[Records contained in a dataset]
Start of Block

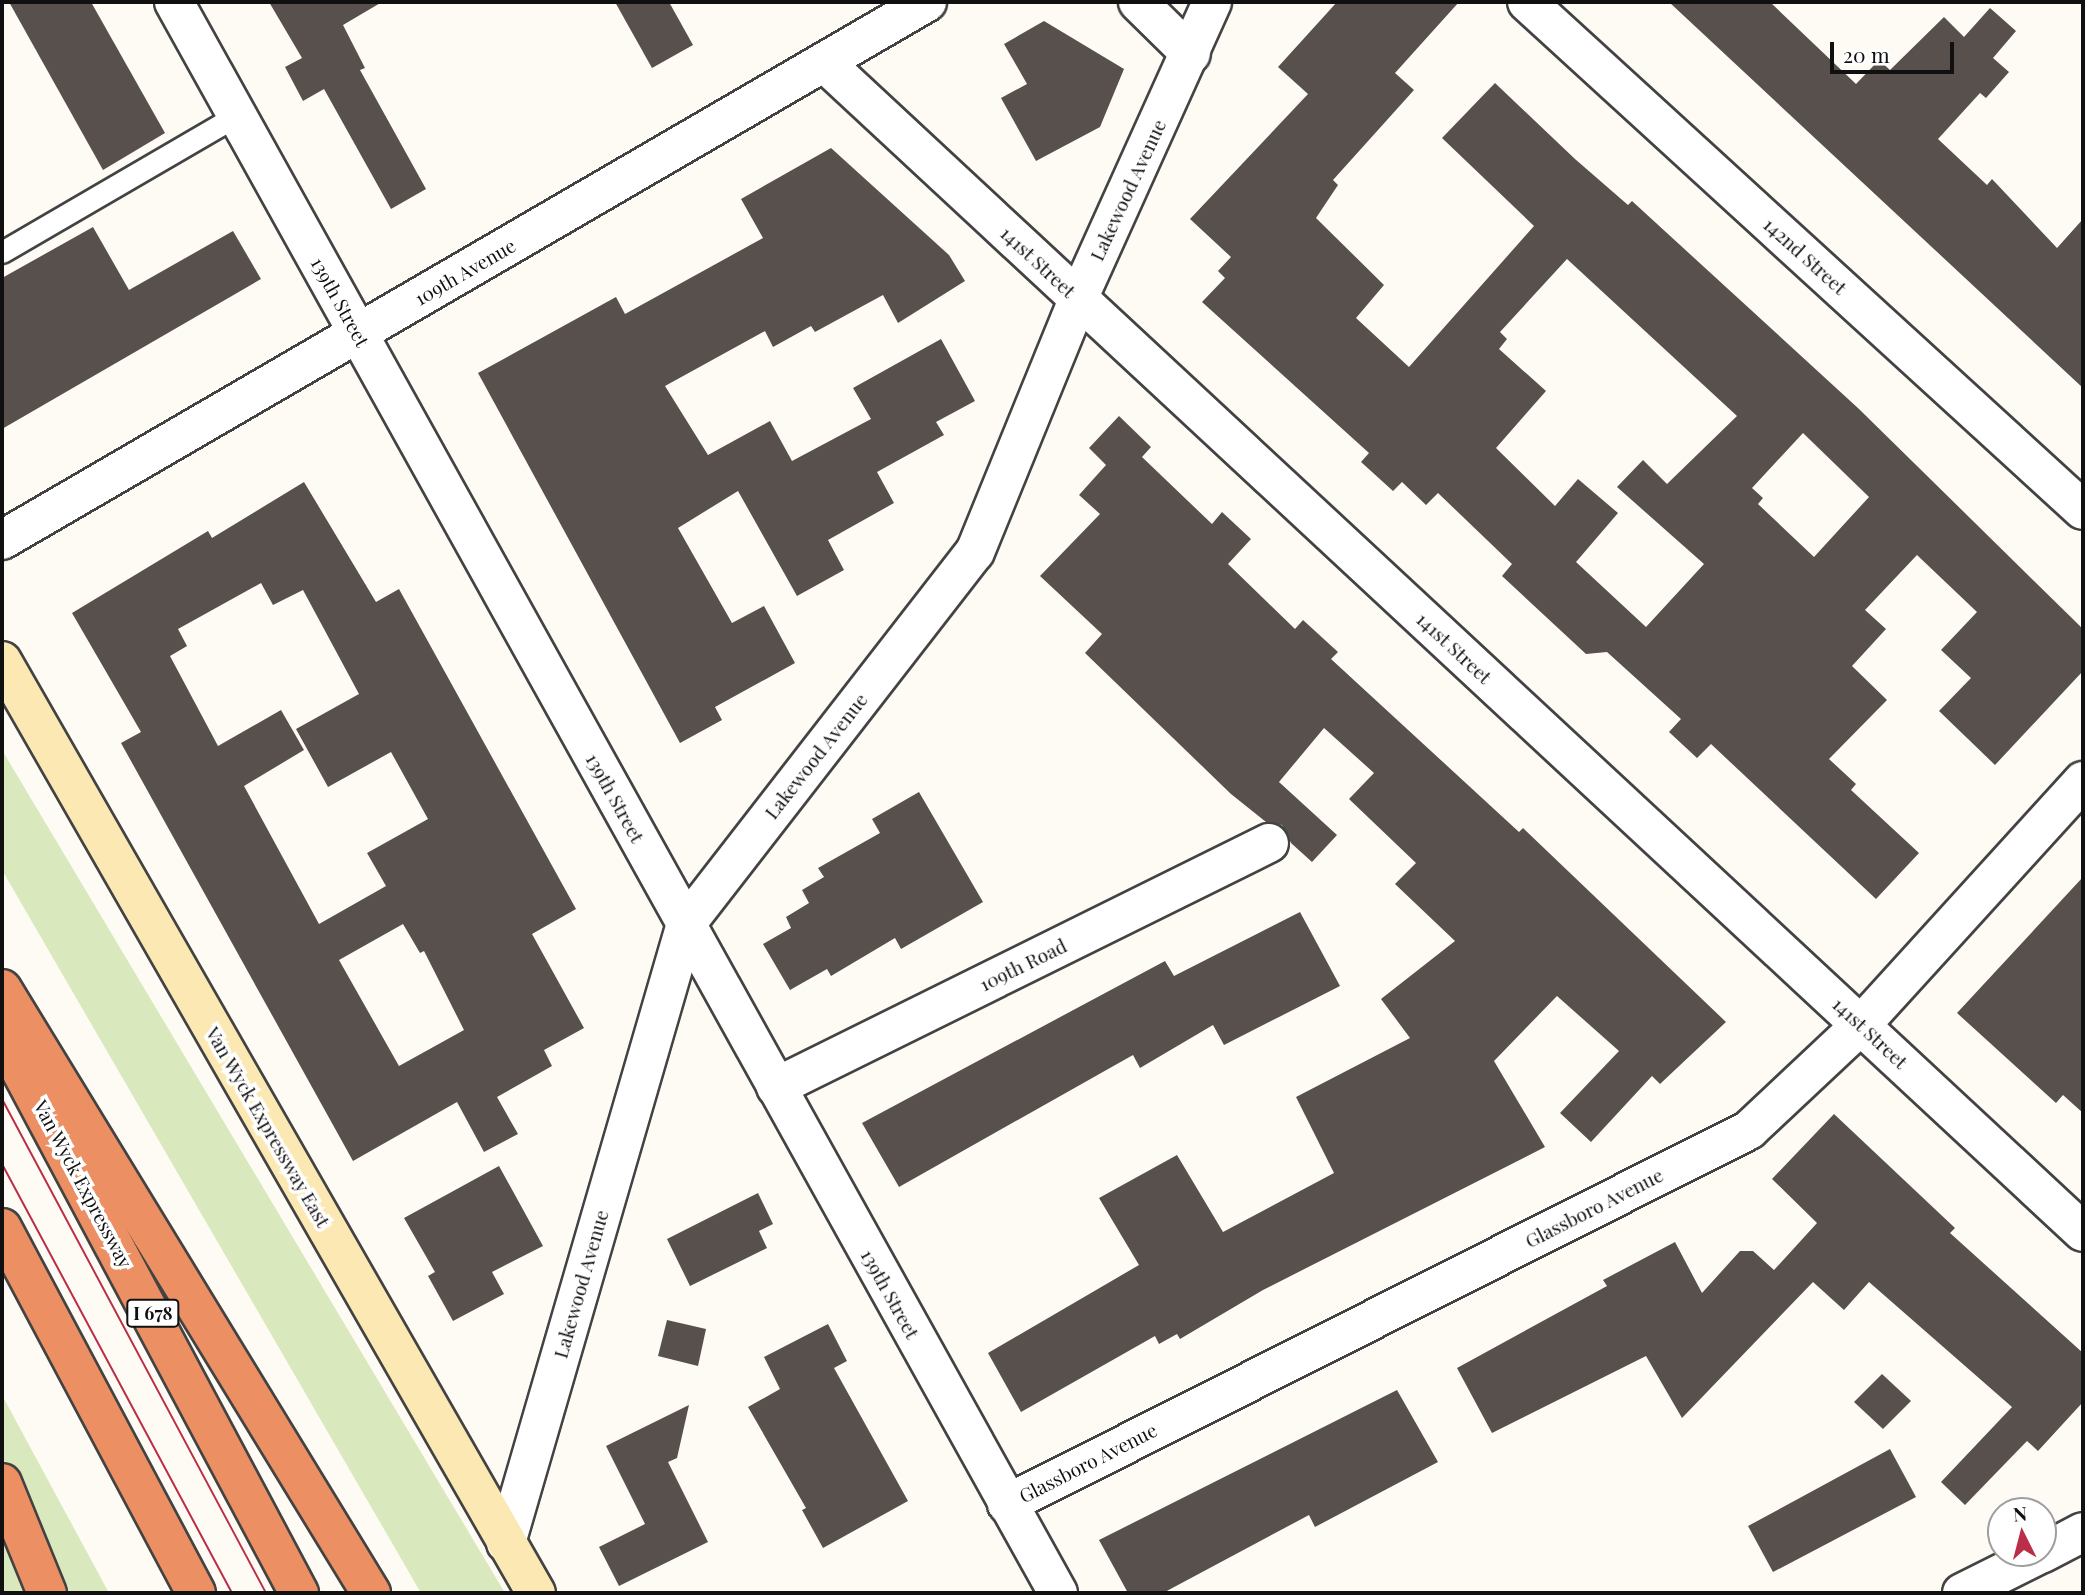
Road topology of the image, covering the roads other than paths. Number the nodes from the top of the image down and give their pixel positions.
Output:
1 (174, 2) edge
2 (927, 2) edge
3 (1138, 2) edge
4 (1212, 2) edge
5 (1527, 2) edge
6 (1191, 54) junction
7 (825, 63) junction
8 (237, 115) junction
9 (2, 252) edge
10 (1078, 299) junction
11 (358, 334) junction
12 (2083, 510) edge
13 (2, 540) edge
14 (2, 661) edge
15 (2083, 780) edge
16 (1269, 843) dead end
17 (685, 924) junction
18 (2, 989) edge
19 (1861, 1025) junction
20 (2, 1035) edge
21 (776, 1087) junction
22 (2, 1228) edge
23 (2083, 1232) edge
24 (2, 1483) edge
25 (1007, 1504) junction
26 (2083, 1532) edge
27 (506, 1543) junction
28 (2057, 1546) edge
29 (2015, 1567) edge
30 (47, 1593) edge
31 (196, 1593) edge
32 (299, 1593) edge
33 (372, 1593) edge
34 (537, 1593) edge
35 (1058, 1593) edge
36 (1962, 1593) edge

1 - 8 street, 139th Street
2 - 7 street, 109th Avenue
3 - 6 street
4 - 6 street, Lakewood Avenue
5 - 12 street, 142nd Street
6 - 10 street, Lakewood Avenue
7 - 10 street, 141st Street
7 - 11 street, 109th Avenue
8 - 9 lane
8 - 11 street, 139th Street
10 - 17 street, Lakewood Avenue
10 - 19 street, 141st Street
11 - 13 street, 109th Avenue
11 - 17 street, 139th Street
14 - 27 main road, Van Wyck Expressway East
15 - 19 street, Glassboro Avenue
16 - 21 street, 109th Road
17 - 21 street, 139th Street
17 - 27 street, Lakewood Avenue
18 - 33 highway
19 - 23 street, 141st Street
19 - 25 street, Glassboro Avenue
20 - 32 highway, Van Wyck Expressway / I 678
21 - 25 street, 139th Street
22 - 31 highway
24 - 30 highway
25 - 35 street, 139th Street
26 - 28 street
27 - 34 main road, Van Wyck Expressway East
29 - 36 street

End of Block

## WHAT THE TASK ASKS
Only the lines above that hold "Glassboro" are wanted. Show every one of them.

## RESPONSE AREA
15 - 19 street, Glassboro Avenue
19 - 25 street, Glassboro Avenue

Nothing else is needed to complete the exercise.